O SPAC está também a acompanhar a privatização da SATA, deixando elogios à gestão. “A administração da SATA está a fazer tudo o possível para melhorar a empresa. Vemos um grande esforço e legítimo para melhorar as condições da empresa”, afirmou o presidente do sindicato. Questionado sobre a possibilidade da TAP vir a ter um papel no processo, caso a companhia não seja vendida até ao final deste ano como prevê o acordo de reestruturação, Helder Santinhos considerou que “o poder político devia fazer reflexão sobre se faz sentido para um país desta dimensão ter uma TAP, uma Portugália e uma SATA. A tendência é para uma consolidação no setor”.
Pagamento antecipado de 60 milhões merece críticas
O presidente do SPAC disse que o sindicato quer “garantir a defesa de todos os pilotos independentemente das companhias ou cargos”. E. quis deixar claro que os salários adiantados que os pilotos receberam em contrapartida pela revisão do Regulamento do Recurso à Contratação Externa (RRCE), no valor de 60 milhões, foram um mau negócio para estes profissionais.
Obrigada a pagar aos pilotos sempre sempre que a contratação de companhias externas excedesse 8% das horas totais de voo, entre elas a Portugália, a TAP pediu que a cláusula fosse alterada para um limite de 20% (no ano passado estes serviços pesaram 17,6%).

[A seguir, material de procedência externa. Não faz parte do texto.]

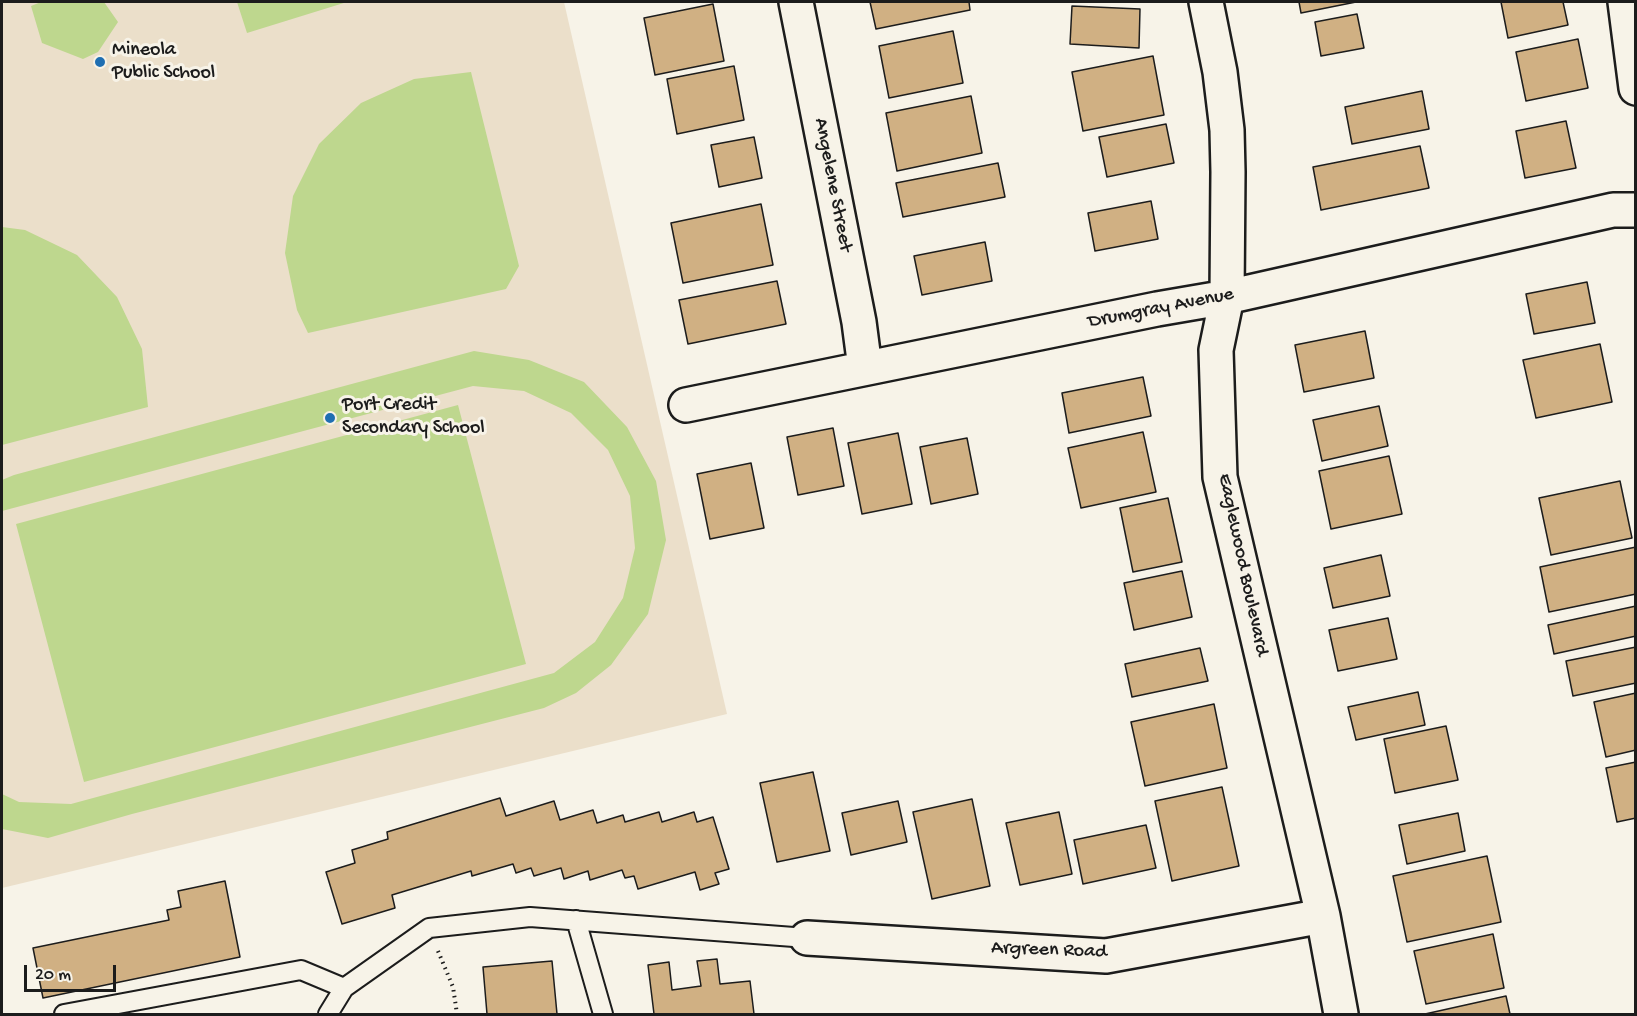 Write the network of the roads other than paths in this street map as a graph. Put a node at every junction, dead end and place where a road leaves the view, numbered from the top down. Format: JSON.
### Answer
{"nodes":[{"id":1,"x":796,"y":2,"type":"edge"},
{"id":2,"x":1206,"y":2,"type":"edge"},
{"id":3,"x":1625,"y":2,"type":"edge"},
{"id":4,"x":1635,"y":88,"type":"edge"},
{"id":5,"x":1635,"y":210,"type":"edge"},
{"id":6,"x":1227,"y":297,"type":"junction"},
{"id":7,"x":865,"y":368,"type":"junction"},
{"id":8,"x":686,"y":405,"type":"dead end"},
{"id":9,"x":1323,"y":916,"type":"junction"},
{"id":10,"x":576,"y":920,"type":"junction"},
{"id":11,"x":807,"y":938,"type":"joint"},
{"id":12,"x":344,"y":988,"type":"junction"},
{"id":13,"x":64,"y":1014,"type":"edge"},
{"id":14,"x":328,"y":1014,"type":"edge"},
{"id":15,"x":603,"y":1014,"type":"edge"},
{"id":16,"x":1341,"y":1014,"type":"edge"}],
"edges":[{"from":1,"to":7,"type":"street","name":"Angelene Street"},
{"from":2,"to":6,"type":"street","name":"Eaglewood Boulevard"},
{"from":3,"to":4,"type":"street"},
{"from":5,"to":6,"type":"street","name":"Drumgray Avenue"},
{"from":6,"to":7,"type":"street","name":"Drumgray Avenue"},
{"from":6,"to":9,"type":"street","name":"Eaglewood Boulevard"},
{"from":7,"to":8,"type":"street","name":"Drumgray Avenue"},
{"from":9,"to":11,"type":"street","name":"Argreen Road"},
{"from":9,"to":16,"type":"street","name":"Eaglewood Boulevard"},
{"from":10,"to":11,"type":"lane"},
{"from":10,"to":12,"type":"lane"},
{"from":10,"to":15,"type":"lane"},
{"from":12,"to":13,"type":"lane"},
{"from":12,"to":14,"type":"lane"}]}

Em contrapartida foram pagos seis salários base, que segundo o SPAC não abrangeram todos os pilotos.
“Esses salários foram um adiantamento pela perda de rendimento futuro. Alguns pilotos consideraram que essa perda é superior aos seis salários”, refere o presidente do SPAC. “Para um piloto que ainda vá voar 20 ou 30 anos há uma perda de dinheiro”, acrescenta João Lira Abreu.
Segundo a nova direção, foram as divergências sobre este acordo celebrado com a TAP em março de 2024 que levaram à queda da anterior.
Sobre a negociação de um novo Acordo de Empresa, o que poderá acontecer a partir de 2026, o SPAC diz que não irá denunciar o atual. Só se a TAP o fizer é que existirão negociações.